Pnrr ai titoli di coda

Il Piano nazionale di ripresa e resilienza entra nella sua fase finale. A cinque anni dal suo avvio, è possibile tracciare un primo bilancio di quella che è stata una delle più importanti iniziative di politica economica dell’Unione europea, resa possibile anche dal superamento di un tabù: l’emissione di debito comune. Il giudizio, tuttavia, dipende dalla prospettiva adottata. Se si guarda alla crescita economica, i risultati appaiono inferiori alle aspettative. Più articolato è invece il bilancio sul fronte delle riforme e dei cambiamenti organizzativi. La domanda cruciale riguarda però la loro capacità di sopravvivere alla conclusione del Piano.

Un impatto macroeconomico positivo, ma limitato

Il Pnrr ha immesso nell’economia italiana ingenti risorse in una fase ancora segnata dagli effetti della pandemia e della successiva crisi energetica. All’Italia sono stati assegnati 194,4 miliardi, tra sovvenzioni e prestiti, pari a circa il 9,1 per cento del Pil.
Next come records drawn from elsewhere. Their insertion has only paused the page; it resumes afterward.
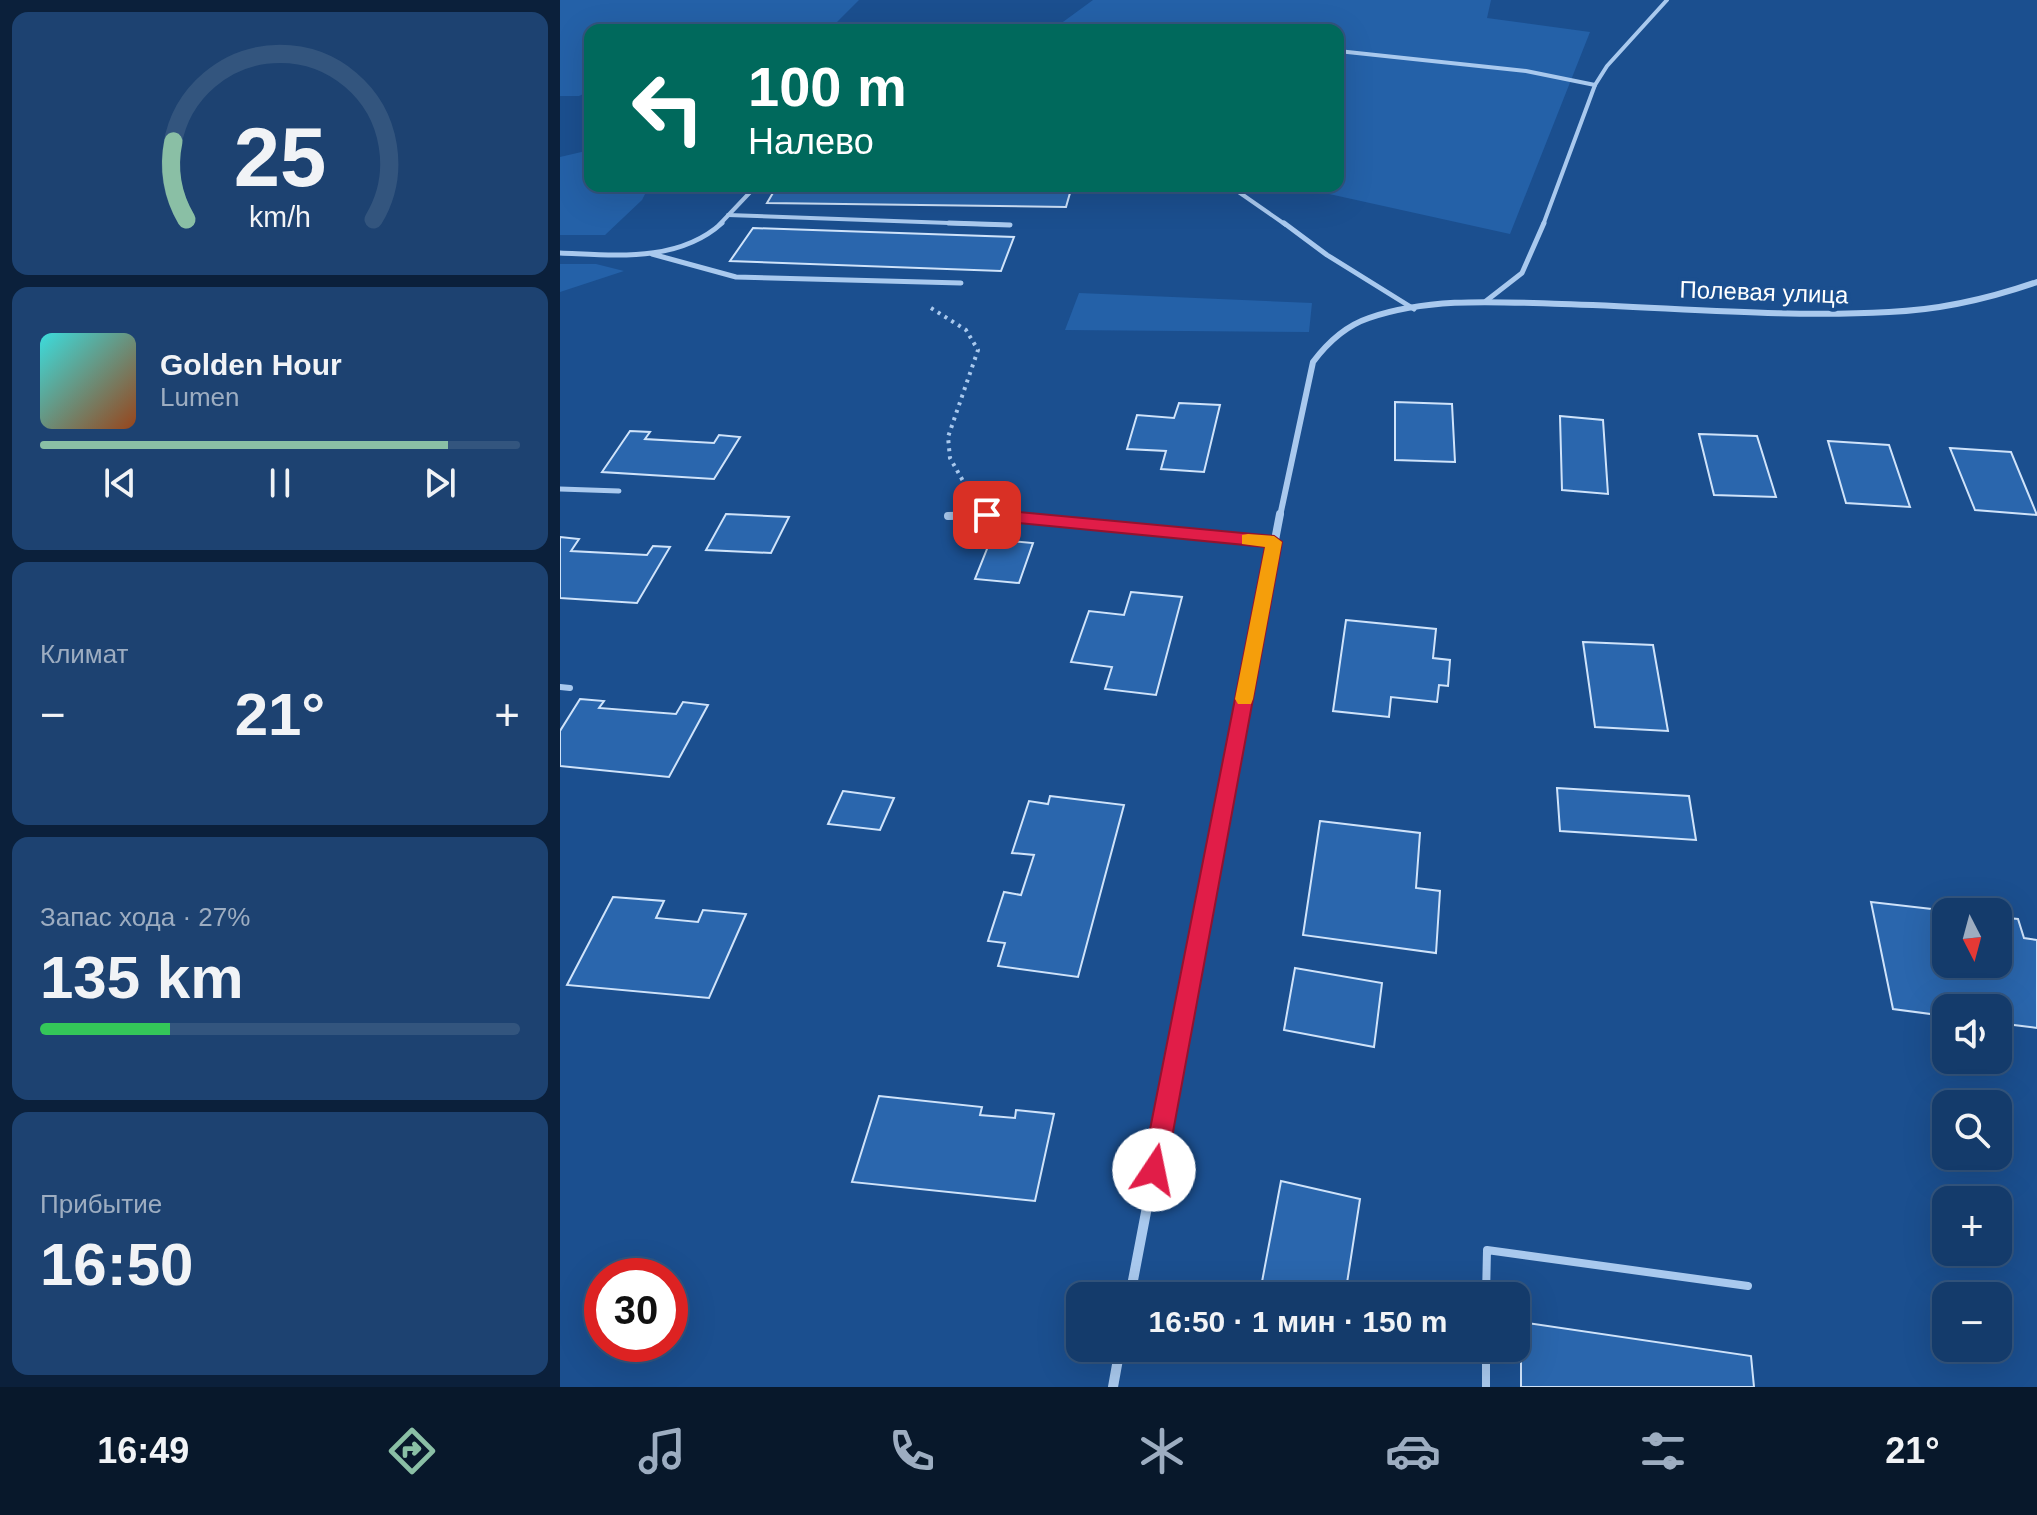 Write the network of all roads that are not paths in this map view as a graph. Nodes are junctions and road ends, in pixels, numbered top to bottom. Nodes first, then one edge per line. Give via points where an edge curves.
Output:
1 (1667, 0) edge
2 (1344, 52) edge
3 (1595, 85) junction
4 (750, 192) edge
5 (1240, 192) edge
6 (728, 215) junction
7 (1010, 225) dead end
8 (560, 253) edge
9 (652, 254) junction
10 (2037, 282) edge
11 (961, 283) dead end
12 (1485, 302) junction
13 (1414, 309) junction
14 (560, 489) edge
15 (619, 491) dead end
16 (948, 516) dead end
17 (1274, 542) junction
18 (560, 687) edge
19 (570, 688) dead end
20 (1133, 1282) edge
21 (1486, 1282) edge
22 (1748, 1286) dead end
23 (1117, 1362) edge
24 (1486, 1362) edge
25 (1113, 1387) edge
26 (1486, 1387) edge

1 - 3 lane
2 - 3 lane via 1526,71
3 - 12 lane via 1522,273
4 - 6 lane
5 - 13 lane
6 - 7 lane
6 - 9 lane via 684,248
8 - 9 lane
9 - 11 lane via 736,277
10 - 12 street, Полевая улица via 1986,300 1920,312
12 - 13 street, Полевая улица
13 - 17 street, Полевая улица via 1384,313 1323,344 1313,362
14 - 15 lane
16 - 17 street via 987,515
17 - 20 street, Полевая улица
18 - 19 lane
21 - 22 lane via 1487,1250
23 - 25 street
24 - 26 lane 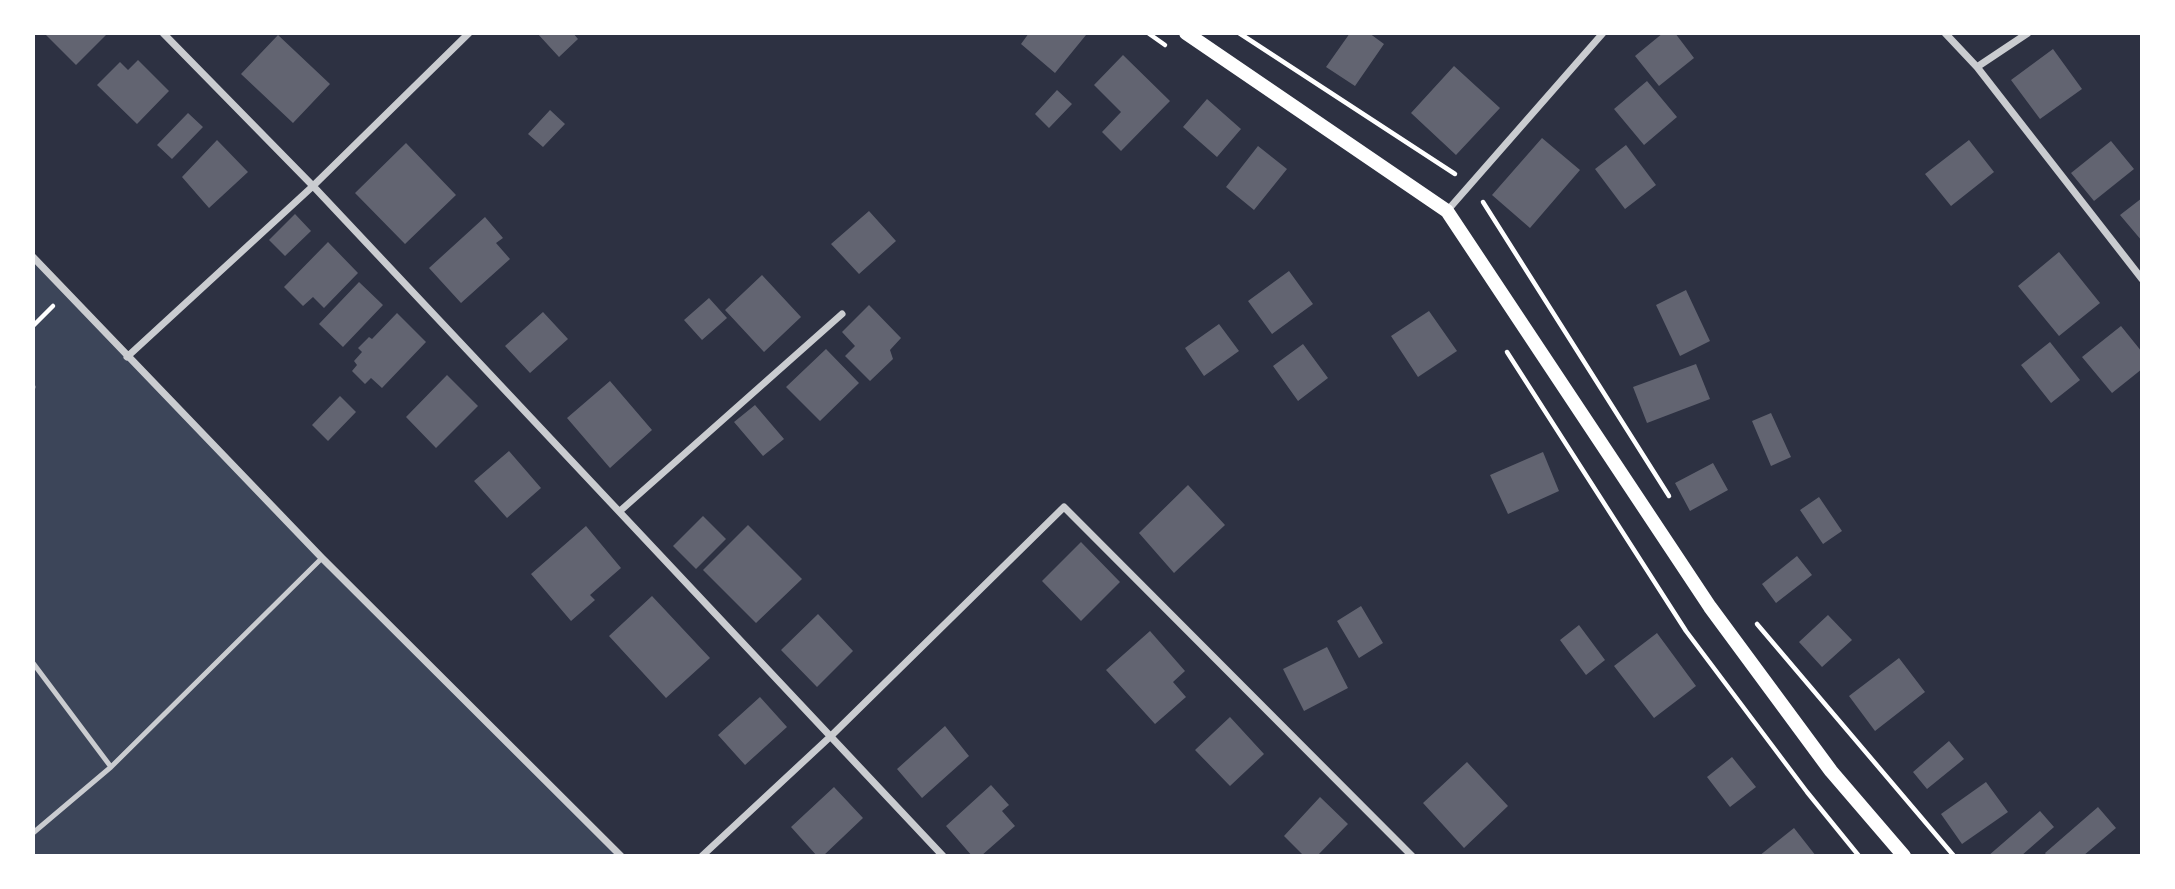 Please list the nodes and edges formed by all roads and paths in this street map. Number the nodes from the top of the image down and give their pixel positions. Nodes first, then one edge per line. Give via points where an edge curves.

Con l’ultima rata di giugno, abbiamo incassato 166 miliardi. Nessun paese europeo ha ricevuto di più (figura 1). Secondo le stime dell’Ufficio parlamentare di bilancio, nel 2026, anno di picco degli effetti, la crescita del Pil sarebbe di 0,5 punti percentuali più bassa senza i progetti addizionali del Pnrr. La Commissione europea ha stimato effetti complessivi sul Pil italiano pari a 189,6 miliardi nei dieci anni successivi all’attivazione del piano, un impatto all’incirca equivalente, in valore assoluto, ai fondi ricevuti col Pnrr.